Сидел на продавленном, изуродованном диване, прикрыв глаза. Не то чтобы хотелось спать или так, с закрытыми глазами, было легче. Но больно было видеть окружающее. То место, где прожил три с лишним десятилетия. То место и не то – ничего, что было дорого, чему отдал столько сил, не осталось. Черные язвы вместо построек, которые еще недавно составляли село под названием Пылёво…
Чтоб отвязаться от этих мыслей, Ткачук поднялся, побрел было. Сам не решил, куда, но понимал – надо чем-то себя отвлечь.
Сделал несколько шагов, и в груди опять остро и на этот раз особенно глубоко ширнуло, разом лишило подкопленных сил.
Остановился, замер… Игла ушла из сердца постепенно и не до конца. Жало осталось. Как заноза в коже, на самой границе с мясом. Любое движение – и на долю миллиметра углубляется, скребет жилочку нерва… Так и сейчас.
Достал бутылёк с нитроглицерином, выудил таблетку, зажал в ладони. Если что, в последний момент, может, успеет сунуть в рот, раскрошить зубами.
Осторожно вернулся к дивану. Долго усаживался. Сел криво, завалившись на левый бок. Так колотьё было слабее…
Сколько видел бессильных стариков и инвалидов, которым и рукой двинуть трудно. Торчали они целыми днями на лавках, глядели на мир с бесконечной, непереносимой тоской и завистью к тем, кто шевелится легко, свободно… Алексей Михайлович, проходя мимо, сочувствовал, жалел в душе, но никогда всерьез не задумывался, каково им переживать каждую минуту немощи.

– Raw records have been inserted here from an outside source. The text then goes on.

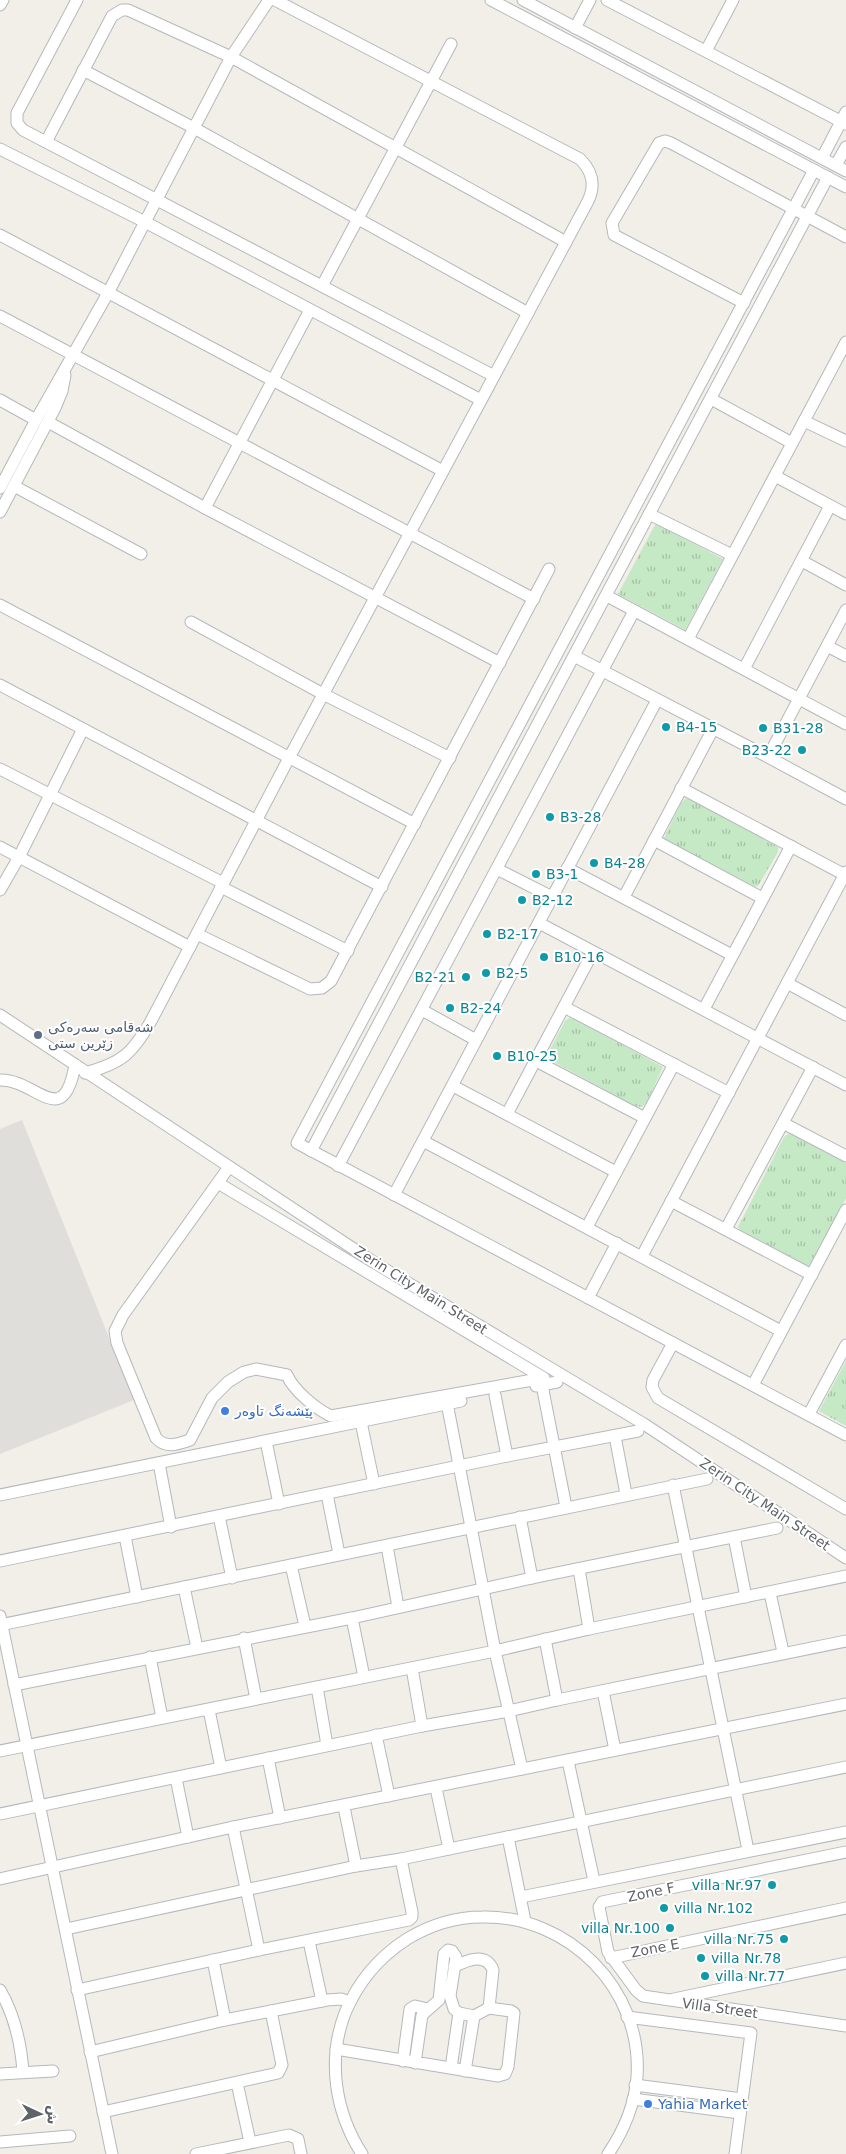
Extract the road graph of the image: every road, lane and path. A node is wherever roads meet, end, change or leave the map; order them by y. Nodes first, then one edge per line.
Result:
1 (3, 0) edge
2 (77, 0) edge
3 (269, 0) edge
4 (275, 0) edge
5 (491, 0) edge
6 (523, 0) edge
7 (590, 0) edge
8 (607, 0) edge
9 (733, 0) edge
10 (0, 4) edge
11 (123, 5) edge
12 (575, 28) junction
13 (451, 44) dead end
14 (706, 51) junction
15 (232, 58) junction
16 (83, 70) junction
17 (431, 81) junction
18 (702, 95) junction
19 (696, 107) junction
20 (844, 119) edge
21 (194, 128) junction
22 (46, 142) junction
23 (846, 146) edge
24 (396, 148) junction
25 (0, 149) edge
26 (822, 158) junction
27 (841, 168) edge
28 (814, 170) junction
29 (828, 177) junction
30 (846, 187) edge
31 (157, 200) junction
32 (794, 209) junction
33 (807, 216) junction
34 (358, 219) junction
35 (145, 222) junction
36 (0, 235) edge
37 (846, 237) edge
38 (566, 242) junction
39 (322, 286) junction
40 (108, 293) junction
41 (744, 303) junction
42 (310, 310) junction
43 (528, 313) junction
44 (0, 316) edge
45 (846, 342) edge
46 (74, 354) junction
47 (66, 368) junction
48 (494, 376) junction
49 (273, 380) junction
50 (711, 399) junction
51 (0, 400) edge
52 (481, 400) junction
53 (36, 420) junction
54 (804, 421) junction
55 (48, 422) junction
56 (673, 436) junction
57 (846, 441) edge
58 (792, 442) junction
59 (240, 443) junction
60 (687, 444) junction
61 (443, 470) junction
62 (776, 476) junction
63 (2, 480) edge
64 (14, 486) junction
65 (830, 506) junction
66 (205, 508) junction
67 (0, 512) edge
68 (649, 514) junction
69 (846, 514) edge
70 (410, 534) junction
71 (141, 554) dead end
72 (732, 555) junction
73 (802, 561) junction
74 (549, 570) dead end
75 (846, 585) edge
76 (607, 596) junction
77 (375, 598) junction
78 (534, 599) junction
79 (0, 605) edge
80 (846, 610) edge
81 (634, 611) junction
82 (191, 622) dead end
83 (688, 639) junction
84 (827, 646) junction
85 (574, 656) junction
86 (846, 656) edge
87 (500, 663) junction
88 (744, 669) junction
89 (601, 670) junction
90 (0, 685) edge
91 (323, 694) junction
92 (536, 696) junction
93 (799, 699) junction
94 (657, 700) junction
95 (550, 703) junction
96 (846, 724) edge
97 (83, 729) junction
98 (713, 729) junction
99 (768, 756) junction
100 (289, 758) junction
101 (450, 758) junction
102 (0, 769) edge
103 (681, 788) junction
104 (51, 794) junction
105 (846, 799) edge
106 (255, 822) junction
107 (415, 824) junction
108 (654, 840) junction
109 (791, 846) junction
110 (0, 847) edge
111 (19, 857) junction
112 (567, 868) junction
113 (497, 869) junction
114 (845, 873) edge
115 (222, 885) junction
116 (382, 887) junction
117 (0, 890) edge
118 (552, 897) junction
119 (624, 897) junction
120 (762, 898) junction
121 (427, 900) junction
122 (441, 907) junction
123 (539, 922) junction
124 (197, 934) junction
125 (190, 947) junction
126 (348, 952) junction
127 (593, 952) junction
128 (732, 955) junction
129 (787, 983) junction
130 (564, 1007) junction
131 (704, 1009) junction
132 (422, 1010) junction
133 (845, 1011) edge
134 (0, 1015) edge
135 (758, 1038) junction
136 (476, 1040) junction
137 (536, 1061) junction
138 (674, 1064) junction
139 (75, 1065) junction
140 (813, 1068) junction
141 (85, 1072) junction
142 (0, 1080) edge
143 (846, 1085) edge
144 (453, 1086) junction
145 (728, 1093) junction
146 (507, 1114) junction
147 (646, 1118) junction
148 (783, 1123) junction
149 (423, 1141) junction
150 (311, 1151) junction
151 (846, 1156) edge
152 (338, 1166) junction
153 (232, 1169) junction
154 (616, 1172) junction
155 (221, 1185) junction
156 (394, 1195) junction
157 (671, 1201) junction
158 (846, 1210) edge
159 (588, 1227) junction
160 (726, 1230) junction
161 (617, 1243) junction
162 (642, 1256) junction
163 (812, 1275) junction
164 (588, 1298) junction
165 (781, 1330) junction
166 (673, 1343) junction
167 (846, 1345) edge
168 (557, 1382) dead end
169 (542, 1385) junction
170 (753, 1385) junction
171 (495, 1395) junction
172 (447, 1403) junction
173 (809, 1414) junction
174 (361, 1422) junction
175 (638, 1431) dead end
176 (846, 1435) edge
177 (615, 1436) junction
178 (266, 1441) junction
179 (553, 1446) junction
180 (507, 1456) junction
181 (159, 1463) junction
182 (460, 1465) junction
183 (708, 1479) dead end
184 (374, 1484) junction
185 (673, 1485) junction
186 (327, 1494) junction
187 (626, 1494) junction
188 (0, 1495) edge
189 (278, 1504) junction
190 (566, 1507) junction
191 (846, 1509) edge
192 (219, 1516) junction
193 (520, 1517) junction
194 (472, 1526) junction
195 (171, 1527) junction
196 (777, 1528) dead end
197 (125, 1536) junction
198 (734, 1537) junction
199 (387, 1546) junction
200 (686, 1547) junction
201 (339, 1554) junction
202 (846, 1558) edge
203 (0, 1561) edge
204 (291, 1565) junction
205 (579, 1569) junction
206 (846, 1576) edge
207 (232, 1578) junction
208 (532, 1578) junction
209 (184, 1587) junction
210 (483, 1590) junction
211 (770, 1593) junction
212 (137, 1597) junction
213 (746, 1597) junction
214 (398, 1607) junction
215 (698, 1607) junction
216 (352, 1618) junction
217 (1, 1621) edge
218 (305, 1626) junction
219 (590, 1629) junction
220 (244, 1638) junction
221 (546, 1639) junction
222 (846, 1641) edge
223 (197, 1648) junction
224 (495, 1651) junction
225 (783, 1652) junction
226 (150, 1657) junction
227 (711, 1667) junction
228 (412, 1668) junction
229 (364, 1677) junction
230 (14, 1685) junction
231 (317, 1687) junction
232 (603, 1691) junction
233 (256, 1699) junction
234 (557, 1700) junction
235 (846, 1704) edge
236 (209, 1710) junction
237 (509, 1712) junction
238 (162, 1718) junction
239 (422, 1726) junction
240 (724, 1729) junction
241 (376, 1735) junction
242 (327, 1745) junction
243 (27, 1746) junction
244 (615, 1750) junction
245 (0, 1751) edge
246 (268, 1758) junction
247 (568, 1761) junction
248 (846, 1767) edge
249 (220, 1768) junction
250 (522, 1770) junction
251 (176, 1778) junction
252 (436, 1788) junction
253 (736, 1789) junction
254 (389, 1796) junction
255 (40, 1806) junction
256 (344, 1807) junction
257 (0, 1814) edge
258 (280, 1818) junction
259 (580, 1821) junction
260 (233, 1827) junction
261 (846, 1832) edge
262 (188, 1837) junction
263 (508, 1837) junction
264 (449, 1849) junction
265 (748, 1850) junction
266 (846, 1852) edge
267 (401, 1859) junction
268 (356, 1866) junction
269 (53, 1868) junction
270 (0, 1879) edge
271 (594, 1881) junction
272 (246, 1890) junction
273 (520, 1897) junction
274 (846, 1908) edge
275 (525, 1921) junction
276 (66, 1929) junction
277 (309, 1941) junction
278 (260, 1950) junction
279 (611, 1958) junction
280 (213, 1960) junction
281 (846, 1963) edge
282 (454, 1967) junction
283 (0, 1990) edge
284 (77, 1990) junction
285 (636, 1990) junction
286 (445, 2000) junction
287 (668, 2000) junction
288 (322, 2001) junction
289 (622, 2001) junction
290 (350, 2002) junction
291 (489, 2008) junction
292 (428, 2009) junction
293 (271, 2011) junction
294 (459, 2013) junction
295 (474, 2016) junction
296 (628, 2017) junction
297 (225, 2020) junction
298 (846, 2020) edge
299 (831, 2024) junction
300 (846, 2026) edge
301 (336, 2049) junction
302 (90, 2052) junction
303 (403, 2061) junction
304 (415, 2063) junction
305 (451, 2068) junction
306 (53, 2071) dead end
307 (465, 2071) junction
308 (23, 2072) junction
309 (0, 2074) edge
310 (237, 2083) junction
311 (635, 2085) junction
312 (633, 2099) junction
313 (742, 2099) junction
314 (103, 2112) junction
315 (740, 2113) junction
316 (70, 2136) dead end
317 (0, 2142) edge
318 (250, 2142) junction
319 (112, 2154) edge
320 (196, 2154) edge
321 (301, 2154) edge
322 (362, 2154) edge
323 (608, 2154) edge
324 (735, 2154) edge

1 - 10 street
2 - 22 street
3 - 15 street
4 - 17 street
5 - 19 street
6 - 12 street
7 - 12 street
8 - 14 street
9 - 14 street
11 - 15 street
11 - 16 street
12 - 18 street
13 - 17 street
14 - 20 street
15 - 21 street
15 - 24 street
16 - 21 street
16 - 22 street
17 - 24 street
17 - 38 street
18 - 19 street
18 - 26 street
19 - 28 street
20 - 26 street
21 - 31 street
21 - 34 street
22 - 31 street
23 - 27 street
24 - 34 street
24 - 38 street
25 - 35 street
26 - 27 street
28 - 29 street
28 - 32 street
29 - 30 street
29 - 33 street
31 - 35 street
31 - 39 street
32 - 33 street
32 - 41 street
32 - 41 street
33 - 37 street
33 - 50 street
34 - 39 street
34 - 43 street
35 - 40 street
35 - 42 street
36 - 40 street
38 - 43 street
39 - 48 street
40 - 46 street
40 - 49 street
41 - 56 street
42 - 49 street
42 - 52 street
43 - 48 street
44 - 46 street
45 - 54 street
46 - 47 street
46 - 59 street
47 - 53 street
47 - 55 street
48 - 52 street
49 - 59 street
49 - 61 street
50 - 58 street
50 - 60 street
51 - 53 street
52 - 61 street
53 - 63 street
54 - 57 street
54 - 58 street
55 - 64 street
55 - 66 street
56 - 60 street
56 - 92 street
58 - 62 street
59 - 66 street
59 - 70 street
60 - 68 street
61 - 70 street
62 - 65 street
62 - 72 street
64 - 67 street
64 - 71 street
65 - 69 street
65 - 73 street
66 - 77 street
68 - 72 street
68 - 76 street
70 - 77 street
70 - 78 street
72 - 83 street
73 - 75 street
73 - 88 street
74 - 78 street
76 - 81 street
76 - 85 street
77 - 87 street
77 - 91 street
78 - 87 street
79 - 100 street
80 - 84 street
81 - 83 street
81 - 89 street
82 - 91 street
83 - 88 street
84 - 86 street
84 - 93 street
85 - 89 street
85 - 95 street
87 - 101 street
88 - 93 street
89 - 94 street
89 - 113 street
90 - 97 street
91 - 100 street
91 - 101 street
92 - 95 street
92 - 121 street
93 - 96 street
93 - 99 street
94 - 98 street
94 - 112 street
95 - 122 street
97 - 104 street
97 - 106 street
98 - 99 street
98 - 103 street
99 - 105 street
100 - 106 street
100 - 107 street
101 - 107 street
102 - 104 street
103 - 108 street
103 - 109 street
104 - 111 street
104 - 115 street
106 - 115 street
106 - 116 street
107 - 116 street
108 - 119 street
108 - 120 street
109 - 114 street
109 - 120 street
110 - 111 street
111 - 117 street
111 - 125 street
112 - 118 street
112 - 119 street
113 - 118 street
113 - 132 street
114 - 129 street
115 - 124 street
115 - 126 street
116 - 126 street
118 - 123 street
119 - 128 street
120 - 128 street
121 - 122 street
121 - 150 street
122 - 150 street
123 - 127 street
123 - 136 street
124 - 125 street
124 - 126 street
125 - 141 street
127 - 130 street
127 - 131 street
128 - 131 street
129 - 133 street
129 - 135 street
130 - 137 street
130 - 138 street
131 - 135 street
132 - 136 street
132 - 152 street
134 - 139 street, Zerin City Main Street
135 - 140 street
135 - 145 street
136 - 144 street
137 - 146 street
137 - 147 street
138 - 145 street
138 - 147 street
139 - 141 street, Zerin City Main Street
139 - 142 street
140 - 143 street
140 - 148 street
141 - 153 street, Zerin City Main Street
144 - 146 street
144 - 149 street
145 - 157 street
146 - 154 street
147 - 154 street
148 - 151 street
148 - 160 street
149 - 156 street
149 - 159 street
150 - 152 street
152 - 156 street
153 - 155 street
153 - 202 street, Zerin City Main Street
154 - 159 street
155 - 155 street
156 - 164 street
157 - 160 street
157 - 162 street
158 - 163 street
159 - 161 street
160 - 163 street
161 - 162 street
161 - 164 street
162 - 165 street
163 - 165 street
164 - 166 street
165 - 170 street
166 - 170 street
166 - 191 street
167 - 173 street
168 - 169 street
169 - 171 street
169 - 179 street
170 - 173 street
171 - 172 street
171 - 180 street
172 - 174 street
172 - 182 street
173 - 176 street
174 - 178 street
174 - 184 street
175 - 177 street
177 - 179 street
177 - 187 street
178 - 181 street
178 - 189 street
179 - 180 street
179 - 190 street
180 - 182 street
181 - 188 street
181 - 195 street
182 - 184 street
182 - 194 street
183 - 185 street
184 - 186 street
185 - 187 street
185 - 200 street
186 - 189 street
186 - 201 street
187 - 190 street
189 - 192 street
190 - 193 street
192 - 195 street
192 - 207 street
193 - 194 street
193 - 208 street
194 - 199 street
194 - 210 street
195 - 197 street
196 - 198 street
197 - 203 street
197 - 212 street
198 - 200 street
198 - 213 street
199 - 201 street
199 - 214 street
200 - 205 street
200 - 215 street
201 - 204 street
204 - 207 street
204 - 218 street
205 - 208 street
205 - 219 street
206 - 211 street
207 - 209 street
208 - 210 street
209 - 212 street
209 - 223 street
210 - 214 street
210 - 224 street
211 - 213 street
211 - 225 street
212 - 217 street
213 - 215 street
214 - 216 street
215 - 219 street
215 - 227 street
216 - 218 street
216 - 229 street
217 - 230 street
218 - 220 street
219 - 221 street
220 - 223 street
220 - 233 street
221 - 224 street
221 - 234 street
222 - 225 street
223 - 226 street
224 - 228 street
224 - 237 street
225 - 227 street
226 - 230 street
226 - 238 street
227 - 232 street
227 - 240 street
228 - 229 street
228 - 239 street
229 - 231 street
230 - 243 street
231 - 233 street
231 - 242 street
232 - 234 street
232 - 244 street
233 - 236 street
234 - 237 street
235 - 240 street
236 - 238 street
236 - 249 street
237 - 239 street
237 - 250 street
238 - 243 street
239 - 241 street
240 - 244 street
240 - 253 street
241 - 242 street
241 - 254 street
242 - 246 street
243 - 245 street
243 - 255 street
244 - 247 street
246 - 249 street
246 - 258 street
247 - 250 street
247 - 259 street
248 - 253 street
249 - 251 street
250 - 252 street
251 - 255 street
251 - 262 street
252 - 254 street
252 - 264 street
253 - 259 street
253 - 265 street
254 - 256 street
255 - 257 street
255 - 269 street
256 - 258 street
256 - 268 street
258 - 260 street
259 - 263 street
259 - 271 street
260 - 262 street
260 - 272 street
261 - 265 street
262 - 269 street
263 - 264 street
263 - 273 street
264 - 267 street
265 - 271 street
266 - 279 street, Zone F
267 - 268 street
267 - 277 street
268 - 272 street
269 - 270 street
269 - 276 street
271 - 273 street
272 - 276 street
272 - 278 street
273 - 275 street
274 - 279 street, Zone E
275 - 289 street
275 - 290 street
276 - 284 street
277 - 278 street
277 - 288 street
278 - 280 street
279 - 285 street
280 - 284 street
280 - 297 street
281 - 287 street
282 - 286 street
282 - 286 street
282 - 291 street
283 - 308 street
284 - 302 street
285 - 287 street, Villa Street
285 - 289 street
286 - 292 street
286 - 294 street
287 - 299 street, Villa Street
288 - 290 street
288 - 293 street
289 - 296 street
290 - 301 street
291 - 295 street
291 - 307 street
292 - 303 street
292 - 304 street
293 - 297 street
293 - 310 street
294 - 295 street
294 - 305 street
295 - 307 street
296 - 311 street
296 - 313 street
297 - 302 street
298 - 299 street
299 - 300 street, Villa Street
301 - 303 street
301 - 322 street
302 - 314 street
303 - 304 street
304 - 305 street
305 - 307 street
306 - 308 street
308 - 309 street
310 - 314 street
310 - 318 street
311 - 312 street
311 - 313 street
312 - 315 street
312 - 323 street
313 - 315 street
314 - 319 street
315 - 324 street
316 - 317 street
318 - 320 street
318 - 321 street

Сочувствовал как-то мельком, мимоходом, иногда представлял всю их жизнь целиком, а минуту – минуту за минутой – нет. И вот сам сейчас переживал, с невероятным усилием ставшего немощным тела, парализованного болью и страхом мозга, преодолевал каждую минуту.
Три раза лежал в больнице. Один раз ногу ломал, два раза – с сердцем. Тогда прихватывало, но не так, и ложился больше затем, чтоб хуже не стало. Как говорится, в профилактических целях… В больнице время тоже тянется изматывающе медленно, но там рядом соседи, такие же несчастные, объединенные одной бедой; там врачи, медсестры… А вот когда сидишь один, неспособный шевельнуться, не знающий, вспомнят ли о тебе, заберут ли, накормят… И Ткачуку стало жалко себя, жалко до слез. Наверно, так же жалко себя старикам, которых хоть на час оставили одних…
Ночь без сна дала о себе знать – глаза слипались, голова клонилась. Алексей Михайлович боялся забыться – поднимал веки, топорщился, но сразу же обмякал и начинал плыть… «Вот так и уплывешь», – как бы со стороны предупреждали его, и он на несколько мгновений приходил в себя. А потом снова обмякал, ронял голову… И сон победил.